Pacman-mirrors - parallel

Running pacman-mirrors -c all takes a long time.

Any reason this isn’t done in parallel?

Mirrors are written to a file, practically a text file. All written lines are parallel to each other in that file :stuck_out_tongue:
If you refer the way the packages are downloaded multiple at once aka parallel downloads, is possible to the fact that writing a text file can’t be done in bulk as the downloads are in a folder, the limit is to write one by one. :slight_smile:

2 Likes

Which is why - you can use a custom mirror pool by using either

  • –country Denmark,Germany,France
  • –continent
  • –interactive

There is an experimental switch to run the mirror testing async --use-async but it is not reliable.

1 Like

I guess testing all mirrors at the same time is the worst idea because it could easily saturate some people’s internet connection or at minimum increase latency which would impact the results accuracy.
You could end up with your best mirror at the end of the list because it could have got really high ping while ‘bulk testing’ all mirrors at the same time, but if it was tested alone without any other network activity it would have been accurate ping result.
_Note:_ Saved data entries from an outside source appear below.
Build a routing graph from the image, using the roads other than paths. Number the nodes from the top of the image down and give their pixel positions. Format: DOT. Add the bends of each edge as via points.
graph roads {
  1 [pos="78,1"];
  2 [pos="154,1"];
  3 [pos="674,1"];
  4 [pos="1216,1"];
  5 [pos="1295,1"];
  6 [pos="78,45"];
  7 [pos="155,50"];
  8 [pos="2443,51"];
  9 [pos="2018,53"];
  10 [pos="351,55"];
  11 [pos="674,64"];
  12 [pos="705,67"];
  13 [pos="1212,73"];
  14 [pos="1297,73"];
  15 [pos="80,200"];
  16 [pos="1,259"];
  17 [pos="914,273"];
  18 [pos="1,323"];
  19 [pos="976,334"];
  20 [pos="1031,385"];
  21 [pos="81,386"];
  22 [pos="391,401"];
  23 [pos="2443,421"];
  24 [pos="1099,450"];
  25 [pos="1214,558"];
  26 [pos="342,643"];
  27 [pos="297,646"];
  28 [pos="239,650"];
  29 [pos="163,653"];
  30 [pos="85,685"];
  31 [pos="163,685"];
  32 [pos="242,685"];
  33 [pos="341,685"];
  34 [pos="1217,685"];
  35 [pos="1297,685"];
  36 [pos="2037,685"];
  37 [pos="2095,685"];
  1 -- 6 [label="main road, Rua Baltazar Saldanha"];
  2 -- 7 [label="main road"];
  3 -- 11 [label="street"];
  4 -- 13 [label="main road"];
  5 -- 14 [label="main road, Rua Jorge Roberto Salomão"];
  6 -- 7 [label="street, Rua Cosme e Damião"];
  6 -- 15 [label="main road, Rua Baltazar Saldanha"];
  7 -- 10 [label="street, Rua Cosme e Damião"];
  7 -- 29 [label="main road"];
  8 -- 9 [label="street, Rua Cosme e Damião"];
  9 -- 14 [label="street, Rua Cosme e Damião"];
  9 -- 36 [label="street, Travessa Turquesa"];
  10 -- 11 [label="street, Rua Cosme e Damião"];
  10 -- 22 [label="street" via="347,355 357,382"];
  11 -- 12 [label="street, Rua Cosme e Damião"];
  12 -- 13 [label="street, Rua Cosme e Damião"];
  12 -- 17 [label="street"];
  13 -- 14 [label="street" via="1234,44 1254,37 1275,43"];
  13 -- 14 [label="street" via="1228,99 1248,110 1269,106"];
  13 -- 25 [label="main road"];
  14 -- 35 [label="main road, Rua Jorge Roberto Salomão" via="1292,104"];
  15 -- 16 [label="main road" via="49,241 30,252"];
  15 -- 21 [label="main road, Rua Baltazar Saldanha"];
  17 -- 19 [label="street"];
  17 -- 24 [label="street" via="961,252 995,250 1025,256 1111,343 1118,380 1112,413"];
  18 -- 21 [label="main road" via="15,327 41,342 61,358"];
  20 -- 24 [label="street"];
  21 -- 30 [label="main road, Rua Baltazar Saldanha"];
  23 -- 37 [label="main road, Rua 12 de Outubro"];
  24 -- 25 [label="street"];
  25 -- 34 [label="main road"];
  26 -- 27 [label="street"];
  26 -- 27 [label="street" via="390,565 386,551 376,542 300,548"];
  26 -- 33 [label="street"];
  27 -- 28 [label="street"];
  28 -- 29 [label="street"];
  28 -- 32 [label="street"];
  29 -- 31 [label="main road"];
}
I recommend selecting a few countries around you and look only for these countries’ mirrors, as noted above. Check wiki for list of countries.

1 Like

If using open(O_APPEND) then all writes will go to the end of a file…
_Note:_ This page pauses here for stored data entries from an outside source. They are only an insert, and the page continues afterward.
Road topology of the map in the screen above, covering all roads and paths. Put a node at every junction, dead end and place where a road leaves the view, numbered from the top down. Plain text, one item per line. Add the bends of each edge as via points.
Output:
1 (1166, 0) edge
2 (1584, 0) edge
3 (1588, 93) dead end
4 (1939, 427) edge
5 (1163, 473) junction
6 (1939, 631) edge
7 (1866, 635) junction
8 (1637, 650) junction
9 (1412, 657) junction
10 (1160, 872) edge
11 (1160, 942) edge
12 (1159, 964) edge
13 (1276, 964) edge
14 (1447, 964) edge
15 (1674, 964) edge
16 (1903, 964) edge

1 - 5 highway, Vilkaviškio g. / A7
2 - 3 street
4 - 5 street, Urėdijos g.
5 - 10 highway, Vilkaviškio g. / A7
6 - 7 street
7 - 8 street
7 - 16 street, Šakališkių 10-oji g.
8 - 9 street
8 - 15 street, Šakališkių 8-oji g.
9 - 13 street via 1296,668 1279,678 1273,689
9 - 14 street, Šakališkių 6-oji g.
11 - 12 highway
All information could be written in separate files, and then collated into one at the end?

If I had more time, I’d write a PR, but I’m currently working on a few for git, python and vscode.

Ping packets are tiny…

Why not give the user the ability to choose the maximum number to test in parallel, with a default to something sensible, like 20?

It still has to have an order based on ranking or geolocation/country …

Probably

Well, that is valid for @guinux too. Limited time for a project that he works alone and IMHO is a tremendous job.

4 as default and maximum number might have been chosen for a reason i don’t know, or don’t fully understand. Probably requests per server are just limited to one, so in case of 4 simultaneous downloads is actually using 4 mirrors that work without hiccups, so 20 mirrors might be “hard” to find to be fully synced simultaneously when someone does the update.
Hopefully somebody else from the @Manjaro-Team can answer that.

That’s right, but does pacman-mirror just send a ping to an address or does it do some other things? I tried to find it in its code but so far I don’t have the answer. But if you actually do a simple real life test and observe the network activity, it is definitely not just ping :wink: (up to 350KB/sec download and 15-20KB/s upload).

tool download a file 170ko
And download 20x this file in parallel can in some cases no longer measure the server speed because our connection is too small and becomes a bottleneck pipe.

2 Likes

Yep so my theory is right :slight_smile: thanks for confirming.

The code is at https://gitlab.manjaro.org/

1 Like

Yes - there is a reason - as I mentioned earlier - we have tried - but it is unreliable and may cause the process to hang. @papajoke has contributed greatly to my understanding of why it does not always behave.

l learned python by coding pacman-mirrors so you will probably be able to find parts which could have been done better or another way. The async code has been contributed by another community member. I have had good help and suggestions from @papajoke.

You are correct. It does download a small file - and it is documented - just check pacman-mirrors.conf or read through the changelog at gitlab.

1 Like

Moreover, it is a command that we use very little (or we have to travel a lot) and this command is launched in background once a week by pamac and in this case speed is not a problem

1 Like

Apologies for my attitude earlier. I really love the flavour of this community and I feel like I was detracting from it with an entitled attitude.

Thanks all for your patience in explaining.

@linux-aarhus was there a reason that Arch’s reflector couldn’t have it’s server list swapped for Manjaro’s servers?

1 Like

I really don’t know. I picked up the current version of pacman-mirrors several years ago and pacman-mirrors developed with the increasing knowledge of Python 3.

While I have been coding for many years - at the time - I knew absolutely nothing of Python and it took a while to get familiar with the language.

I think reflector relies on the list of mirrors provided by archlinux. I don’t know the inner workings of reflector but I think it is like pacman-mirrors which also relies on information provided by the main repo server in terms of last sync and branch status.

The actual responsiveness of any given mirror will depend on the users location and the network congestion between the user and mirror.

This is true for any mirror no matter distribution.

My current coding project is a contract job - coding the backbone of a custom crm and document handling system (Currently at: Number of lines = 29.873, number of code files = 288)